┌──

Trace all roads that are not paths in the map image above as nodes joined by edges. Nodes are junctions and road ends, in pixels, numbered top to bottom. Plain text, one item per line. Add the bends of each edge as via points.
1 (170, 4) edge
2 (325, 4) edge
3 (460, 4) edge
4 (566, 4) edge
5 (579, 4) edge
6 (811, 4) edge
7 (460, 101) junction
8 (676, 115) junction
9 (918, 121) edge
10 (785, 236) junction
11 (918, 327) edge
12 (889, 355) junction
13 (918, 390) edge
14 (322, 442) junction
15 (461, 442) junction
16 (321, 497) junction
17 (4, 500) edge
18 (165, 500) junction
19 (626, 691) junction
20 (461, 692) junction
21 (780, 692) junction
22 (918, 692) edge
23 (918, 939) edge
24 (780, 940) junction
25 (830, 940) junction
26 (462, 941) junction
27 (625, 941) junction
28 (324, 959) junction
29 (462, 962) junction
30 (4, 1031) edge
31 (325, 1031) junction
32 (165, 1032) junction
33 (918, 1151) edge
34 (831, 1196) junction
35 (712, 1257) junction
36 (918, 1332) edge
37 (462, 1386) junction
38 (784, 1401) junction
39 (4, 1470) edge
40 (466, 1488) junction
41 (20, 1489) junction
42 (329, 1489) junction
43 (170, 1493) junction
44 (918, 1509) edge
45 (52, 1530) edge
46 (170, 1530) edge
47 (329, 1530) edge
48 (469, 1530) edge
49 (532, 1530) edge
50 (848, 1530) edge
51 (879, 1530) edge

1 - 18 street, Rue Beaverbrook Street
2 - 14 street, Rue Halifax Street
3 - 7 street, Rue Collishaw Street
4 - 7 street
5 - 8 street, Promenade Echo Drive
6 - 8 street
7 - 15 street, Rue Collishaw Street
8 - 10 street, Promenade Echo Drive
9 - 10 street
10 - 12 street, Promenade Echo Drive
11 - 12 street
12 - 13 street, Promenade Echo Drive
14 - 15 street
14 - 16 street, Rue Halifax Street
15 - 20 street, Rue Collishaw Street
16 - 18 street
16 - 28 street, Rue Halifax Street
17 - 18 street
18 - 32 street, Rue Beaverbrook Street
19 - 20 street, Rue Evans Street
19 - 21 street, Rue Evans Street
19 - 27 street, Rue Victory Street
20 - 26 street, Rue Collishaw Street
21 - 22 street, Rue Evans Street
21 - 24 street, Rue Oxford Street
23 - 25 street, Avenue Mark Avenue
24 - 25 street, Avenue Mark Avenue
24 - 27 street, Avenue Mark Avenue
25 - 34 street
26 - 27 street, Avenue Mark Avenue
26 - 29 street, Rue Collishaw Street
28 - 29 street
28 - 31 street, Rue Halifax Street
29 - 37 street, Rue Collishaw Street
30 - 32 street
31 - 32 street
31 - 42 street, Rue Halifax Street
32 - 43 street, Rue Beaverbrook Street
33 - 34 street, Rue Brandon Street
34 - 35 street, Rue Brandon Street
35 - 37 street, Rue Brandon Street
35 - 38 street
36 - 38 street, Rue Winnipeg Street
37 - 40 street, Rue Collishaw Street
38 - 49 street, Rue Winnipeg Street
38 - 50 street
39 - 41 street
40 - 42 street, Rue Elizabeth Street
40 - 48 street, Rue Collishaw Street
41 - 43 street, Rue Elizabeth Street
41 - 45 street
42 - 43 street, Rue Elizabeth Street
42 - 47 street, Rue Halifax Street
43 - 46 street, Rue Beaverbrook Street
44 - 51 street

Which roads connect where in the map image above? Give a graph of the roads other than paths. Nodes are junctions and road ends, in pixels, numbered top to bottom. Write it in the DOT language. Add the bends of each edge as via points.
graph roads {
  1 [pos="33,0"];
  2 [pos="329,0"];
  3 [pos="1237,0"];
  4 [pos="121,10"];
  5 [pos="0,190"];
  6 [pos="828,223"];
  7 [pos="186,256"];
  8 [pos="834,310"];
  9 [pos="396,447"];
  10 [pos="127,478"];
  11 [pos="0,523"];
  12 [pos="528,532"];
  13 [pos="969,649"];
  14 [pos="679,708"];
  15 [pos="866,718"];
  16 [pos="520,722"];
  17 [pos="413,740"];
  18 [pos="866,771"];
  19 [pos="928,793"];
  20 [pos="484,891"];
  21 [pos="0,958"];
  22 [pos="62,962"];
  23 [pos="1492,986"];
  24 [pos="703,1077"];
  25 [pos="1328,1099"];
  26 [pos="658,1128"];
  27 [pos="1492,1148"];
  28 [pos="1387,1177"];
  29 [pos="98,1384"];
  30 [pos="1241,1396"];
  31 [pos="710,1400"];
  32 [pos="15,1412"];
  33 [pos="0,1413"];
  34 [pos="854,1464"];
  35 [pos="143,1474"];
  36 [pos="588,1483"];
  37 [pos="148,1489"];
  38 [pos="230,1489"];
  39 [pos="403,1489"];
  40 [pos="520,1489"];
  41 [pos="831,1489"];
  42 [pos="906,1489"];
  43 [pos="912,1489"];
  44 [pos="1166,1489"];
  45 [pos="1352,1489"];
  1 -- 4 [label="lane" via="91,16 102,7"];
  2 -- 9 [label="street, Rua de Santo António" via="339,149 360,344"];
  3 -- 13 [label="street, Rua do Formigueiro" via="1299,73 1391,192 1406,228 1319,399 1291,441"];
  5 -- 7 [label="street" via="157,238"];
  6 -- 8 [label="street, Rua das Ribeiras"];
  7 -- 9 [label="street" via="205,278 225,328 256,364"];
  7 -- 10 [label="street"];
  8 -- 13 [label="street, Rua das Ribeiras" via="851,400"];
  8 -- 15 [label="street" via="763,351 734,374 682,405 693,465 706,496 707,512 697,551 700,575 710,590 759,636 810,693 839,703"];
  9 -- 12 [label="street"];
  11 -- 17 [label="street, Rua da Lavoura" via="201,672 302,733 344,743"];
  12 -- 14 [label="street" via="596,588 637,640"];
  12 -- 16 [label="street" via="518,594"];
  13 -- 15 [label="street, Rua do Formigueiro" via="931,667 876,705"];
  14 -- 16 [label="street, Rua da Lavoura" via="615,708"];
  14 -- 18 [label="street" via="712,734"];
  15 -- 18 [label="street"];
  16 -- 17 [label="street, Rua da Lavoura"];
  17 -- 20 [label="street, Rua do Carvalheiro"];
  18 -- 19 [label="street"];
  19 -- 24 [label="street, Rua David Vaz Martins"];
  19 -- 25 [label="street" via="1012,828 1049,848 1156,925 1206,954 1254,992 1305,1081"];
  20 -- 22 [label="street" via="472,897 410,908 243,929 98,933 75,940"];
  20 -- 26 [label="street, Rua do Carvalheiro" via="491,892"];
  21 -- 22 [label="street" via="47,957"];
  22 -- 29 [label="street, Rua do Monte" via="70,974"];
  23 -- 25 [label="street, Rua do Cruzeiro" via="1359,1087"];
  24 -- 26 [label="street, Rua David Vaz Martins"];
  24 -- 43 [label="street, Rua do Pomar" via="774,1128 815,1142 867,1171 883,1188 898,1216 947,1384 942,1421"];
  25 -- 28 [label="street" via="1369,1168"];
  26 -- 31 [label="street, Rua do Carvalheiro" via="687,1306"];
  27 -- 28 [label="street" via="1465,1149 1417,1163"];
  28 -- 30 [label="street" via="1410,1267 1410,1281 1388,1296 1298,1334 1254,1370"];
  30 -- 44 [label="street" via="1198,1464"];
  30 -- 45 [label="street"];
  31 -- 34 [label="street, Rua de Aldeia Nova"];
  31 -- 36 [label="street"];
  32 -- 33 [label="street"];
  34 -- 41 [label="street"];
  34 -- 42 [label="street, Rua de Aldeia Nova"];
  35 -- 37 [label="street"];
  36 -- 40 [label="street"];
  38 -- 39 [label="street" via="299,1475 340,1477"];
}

└──

> Required work:
Where a line of the records holds the word "above", copy that line.

> Response below:
Trace all roads that are not paths in the map image above as nodes joined by edges. Nodes are junctions and road ends, in pixels, numbered top to bottom. Plain text, one item per line. Add the bends of each edge as via points.
Which roads connect where in the map image above? Give a graph of the roads other than paths. Nodes are junctions and road ends, in pixels, numbered top to bottom. Write it in the DOT language. Add the bends of each edge as via points.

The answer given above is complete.